Immediately prior to the Transaction, Eros held, directly or indirectly, or exercised control or direction over, nil Rockridge Shares and 39,228,572 MAS Gold Shares, representing approximately 10.21% of the outstanding MAS Gold Shares on a non-diluted basis. After giving effect to the Transaction, Eros acquired control and ownership over an aggregate of 125,006,617 Rockridge Shares, representing 100% of Rockridge’s issued and outstanding common shares and 349,677,036 MAS Gold Shares not already owned by Eros, representing 100% of MAS Gold’s issued and outstanding common shares.
Copies of the Early Warning Reports disclosing the Transaction in respect of Rockridge and MAS Gold will be filed in accordance with applicable Canadian securities laws and will be available under Rockridge’s and MAS Gold’s, as applicable, SEDAR+ profiles at www.sedarplus.ca and can be obtained from Eros at 420-789 West Pender Street, Vancouver, British Columbia V6H 1H2.
Shares for Debt Settlement
In connection with the Transaction and pursuant to a debt conversion agreement dated September 30, 2024 entered into between Eros and Ronald Netolitzky, a former director of Eros and former Interim Chief Executive Officer of MAS Gold, Eros has issued an aggregate of 2,352,000 preferred shares (“Debt Shares”) at a deemed price of $1.00 per share to Mr. Netolitzky as settlement for an aggregate of $2,352,000 owing to Mr. Netolitzky pursuant to a promissory note issued by Eros.
Additional Information
Full details of the Transaction, the Arrangements and certain other matters are set out in the joint management information circular of Eros, Rockridge and MAS Gold dated November 26, 2024 and can be found under each of the companies’ respective profiles on SEDAR+ at www.sedarplus.ca.
About Eros Resources Corp.
Eros Resources Corp. is a Canadian public mineral exploration company listed on the TSXV focused on the acquisition, exploration and development of mineral resources properties in Canada and advancing its copper and gold exploration projects in Saskatchewan, including four properties in the prospective La Ronge Gold Belt totaling 35,175.6 hectares (86,920.8 acres), as well as the 100% owned Knife Lake Project and Raney Gold Project, which is a high-grade gold exploration project located in the same greenstone belt that hosts the world class Timmins and Kirkland Lake lode gold mining camps.

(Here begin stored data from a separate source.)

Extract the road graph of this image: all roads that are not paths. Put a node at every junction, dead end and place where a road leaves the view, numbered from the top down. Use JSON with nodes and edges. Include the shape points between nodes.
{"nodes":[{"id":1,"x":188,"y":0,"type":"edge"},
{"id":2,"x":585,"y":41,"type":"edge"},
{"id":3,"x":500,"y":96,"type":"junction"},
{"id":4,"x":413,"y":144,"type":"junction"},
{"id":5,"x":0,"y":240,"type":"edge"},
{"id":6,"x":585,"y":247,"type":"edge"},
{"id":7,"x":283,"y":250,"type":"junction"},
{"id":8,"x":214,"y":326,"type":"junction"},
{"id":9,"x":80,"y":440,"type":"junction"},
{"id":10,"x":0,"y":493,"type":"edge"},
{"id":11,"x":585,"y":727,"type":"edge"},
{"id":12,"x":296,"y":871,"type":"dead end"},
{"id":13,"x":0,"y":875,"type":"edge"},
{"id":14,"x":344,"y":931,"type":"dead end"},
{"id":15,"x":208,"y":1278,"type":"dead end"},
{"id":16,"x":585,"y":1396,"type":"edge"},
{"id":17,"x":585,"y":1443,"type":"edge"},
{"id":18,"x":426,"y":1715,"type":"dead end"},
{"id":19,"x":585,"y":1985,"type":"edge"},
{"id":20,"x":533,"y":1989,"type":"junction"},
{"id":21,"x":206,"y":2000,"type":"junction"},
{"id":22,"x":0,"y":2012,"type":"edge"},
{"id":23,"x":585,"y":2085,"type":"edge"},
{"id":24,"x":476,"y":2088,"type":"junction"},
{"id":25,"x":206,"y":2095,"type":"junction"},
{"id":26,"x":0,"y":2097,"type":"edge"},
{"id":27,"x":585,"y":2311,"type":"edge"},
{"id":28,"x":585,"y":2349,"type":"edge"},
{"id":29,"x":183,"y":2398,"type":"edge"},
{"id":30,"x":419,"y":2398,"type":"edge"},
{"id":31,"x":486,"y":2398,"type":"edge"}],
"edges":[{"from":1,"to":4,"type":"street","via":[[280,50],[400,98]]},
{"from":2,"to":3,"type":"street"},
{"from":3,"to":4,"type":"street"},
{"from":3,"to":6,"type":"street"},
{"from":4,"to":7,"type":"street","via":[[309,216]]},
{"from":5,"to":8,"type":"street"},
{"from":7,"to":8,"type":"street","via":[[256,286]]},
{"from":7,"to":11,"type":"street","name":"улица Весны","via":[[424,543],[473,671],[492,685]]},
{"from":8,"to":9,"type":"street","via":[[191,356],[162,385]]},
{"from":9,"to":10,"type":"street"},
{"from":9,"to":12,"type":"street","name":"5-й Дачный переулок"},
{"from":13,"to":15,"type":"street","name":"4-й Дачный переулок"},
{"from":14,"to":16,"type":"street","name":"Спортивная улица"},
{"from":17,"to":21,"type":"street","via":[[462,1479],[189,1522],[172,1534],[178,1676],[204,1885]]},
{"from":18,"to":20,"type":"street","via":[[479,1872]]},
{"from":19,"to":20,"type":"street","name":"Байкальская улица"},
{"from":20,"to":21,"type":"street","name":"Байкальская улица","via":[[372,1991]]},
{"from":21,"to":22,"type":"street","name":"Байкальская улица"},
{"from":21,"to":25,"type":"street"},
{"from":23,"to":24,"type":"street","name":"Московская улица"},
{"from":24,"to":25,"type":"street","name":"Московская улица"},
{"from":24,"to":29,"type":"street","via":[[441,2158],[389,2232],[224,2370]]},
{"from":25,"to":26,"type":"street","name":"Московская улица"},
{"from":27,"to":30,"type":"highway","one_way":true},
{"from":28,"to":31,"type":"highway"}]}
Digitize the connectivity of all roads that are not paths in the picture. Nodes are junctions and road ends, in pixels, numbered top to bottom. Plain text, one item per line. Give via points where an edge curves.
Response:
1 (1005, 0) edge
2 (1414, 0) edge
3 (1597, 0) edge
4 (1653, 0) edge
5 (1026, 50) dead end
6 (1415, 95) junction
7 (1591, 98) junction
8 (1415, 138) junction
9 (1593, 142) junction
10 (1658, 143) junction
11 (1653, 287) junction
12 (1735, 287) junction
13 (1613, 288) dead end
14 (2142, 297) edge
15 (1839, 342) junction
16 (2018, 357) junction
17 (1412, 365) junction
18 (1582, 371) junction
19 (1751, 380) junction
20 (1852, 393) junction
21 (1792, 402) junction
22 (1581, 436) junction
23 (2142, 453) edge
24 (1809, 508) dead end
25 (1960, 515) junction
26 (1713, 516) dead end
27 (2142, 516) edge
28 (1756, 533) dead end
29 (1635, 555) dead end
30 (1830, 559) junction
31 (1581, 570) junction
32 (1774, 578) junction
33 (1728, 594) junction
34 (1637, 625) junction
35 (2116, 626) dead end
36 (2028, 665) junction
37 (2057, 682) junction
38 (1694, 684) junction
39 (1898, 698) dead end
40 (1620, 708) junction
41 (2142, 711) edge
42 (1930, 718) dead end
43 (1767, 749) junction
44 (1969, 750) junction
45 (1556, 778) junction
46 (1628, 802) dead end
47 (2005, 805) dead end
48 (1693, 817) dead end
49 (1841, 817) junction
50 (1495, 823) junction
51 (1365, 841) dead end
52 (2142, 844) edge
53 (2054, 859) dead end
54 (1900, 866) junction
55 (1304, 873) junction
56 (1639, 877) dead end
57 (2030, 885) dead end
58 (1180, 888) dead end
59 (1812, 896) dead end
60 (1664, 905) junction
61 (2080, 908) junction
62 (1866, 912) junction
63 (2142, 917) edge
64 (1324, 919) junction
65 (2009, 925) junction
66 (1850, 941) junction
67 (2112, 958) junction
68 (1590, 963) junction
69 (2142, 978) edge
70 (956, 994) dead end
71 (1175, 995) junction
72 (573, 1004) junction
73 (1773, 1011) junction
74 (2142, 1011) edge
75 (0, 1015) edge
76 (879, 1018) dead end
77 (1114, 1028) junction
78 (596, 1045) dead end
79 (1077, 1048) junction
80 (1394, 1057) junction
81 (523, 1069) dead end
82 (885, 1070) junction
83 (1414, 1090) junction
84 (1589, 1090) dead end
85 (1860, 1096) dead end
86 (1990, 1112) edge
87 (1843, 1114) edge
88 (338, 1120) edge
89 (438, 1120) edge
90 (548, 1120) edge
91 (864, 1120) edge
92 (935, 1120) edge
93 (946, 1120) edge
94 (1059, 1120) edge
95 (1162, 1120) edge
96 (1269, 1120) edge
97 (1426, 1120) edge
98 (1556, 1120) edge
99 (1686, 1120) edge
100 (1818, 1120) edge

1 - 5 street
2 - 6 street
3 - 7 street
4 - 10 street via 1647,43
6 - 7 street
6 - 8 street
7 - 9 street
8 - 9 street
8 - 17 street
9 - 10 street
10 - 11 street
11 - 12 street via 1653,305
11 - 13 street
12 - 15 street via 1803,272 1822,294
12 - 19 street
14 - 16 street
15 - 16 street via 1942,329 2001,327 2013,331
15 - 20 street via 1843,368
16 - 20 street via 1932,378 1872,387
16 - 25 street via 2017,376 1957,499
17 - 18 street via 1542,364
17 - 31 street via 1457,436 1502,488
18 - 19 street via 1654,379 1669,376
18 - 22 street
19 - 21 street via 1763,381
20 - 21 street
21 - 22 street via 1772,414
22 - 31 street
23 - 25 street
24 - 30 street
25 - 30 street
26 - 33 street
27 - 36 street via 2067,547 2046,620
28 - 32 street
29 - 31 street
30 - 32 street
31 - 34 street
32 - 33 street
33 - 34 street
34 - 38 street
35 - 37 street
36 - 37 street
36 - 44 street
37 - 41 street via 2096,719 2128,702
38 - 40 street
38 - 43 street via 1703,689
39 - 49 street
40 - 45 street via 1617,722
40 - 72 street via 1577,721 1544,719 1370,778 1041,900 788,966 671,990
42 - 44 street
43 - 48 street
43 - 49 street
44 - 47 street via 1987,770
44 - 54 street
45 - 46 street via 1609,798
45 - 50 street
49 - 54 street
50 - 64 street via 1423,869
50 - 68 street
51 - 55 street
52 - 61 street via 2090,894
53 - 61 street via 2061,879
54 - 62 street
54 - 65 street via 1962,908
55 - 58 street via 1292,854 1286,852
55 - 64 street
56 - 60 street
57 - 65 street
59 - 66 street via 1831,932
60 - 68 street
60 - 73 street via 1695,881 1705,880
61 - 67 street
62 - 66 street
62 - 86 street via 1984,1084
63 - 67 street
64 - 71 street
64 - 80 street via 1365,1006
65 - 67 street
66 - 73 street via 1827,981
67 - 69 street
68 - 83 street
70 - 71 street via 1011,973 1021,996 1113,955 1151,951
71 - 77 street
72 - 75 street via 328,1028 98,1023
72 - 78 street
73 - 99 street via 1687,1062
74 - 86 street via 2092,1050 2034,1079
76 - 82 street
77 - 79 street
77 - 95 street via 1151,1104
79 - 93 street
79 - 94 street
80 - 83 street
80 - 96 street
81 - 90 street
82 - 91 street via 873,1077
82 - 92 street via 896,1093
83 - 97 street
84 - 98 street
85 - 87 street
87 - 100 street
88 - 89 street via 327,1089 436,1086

Additional information about Rockridge Resources and its project portfolio can be found on the Company’s website at www.rockridgeresourcesltd.com.
Rockridge Resources Ltd.
“Jonathan Wiesblatt”
Jonathan Wiesblatt
CEO
For further information contact myself or:
Jonathan Wiesblatt, Chief Executive Officer
Rockridge Resources Ltd.
Telephone: 647-203-9190
Email: Jwiesblatt@rockridgeresourcesltd.com
NEITHER THE TSX VENTURE EXCHANGE NOR ITS REGULATION SERVICES PROVIDER ACCEPTS RESPONSIBILITY FOR THE ADEQUACY OR ACCURACY OF THE CONTENT OF THIS NEWS RELEASE.
None of the securities to be issued pursuant to the Transaction have been, nor will be, registered under the United States Securities Act of 1933, as amended (the “U.S. Securities Act”) or any U.S. state securities laws, and may not be offered or sold in the United States or to, or for the account or benefit of, United States persons absent registration or an applicable exemption from the registration requirements of the U.S. Securities Act and applicable U.S. state securities laws. This press release does not constitute an offer to sell or the solicitation of an offer to buy securities in the United States, nor in any other jurisdiction.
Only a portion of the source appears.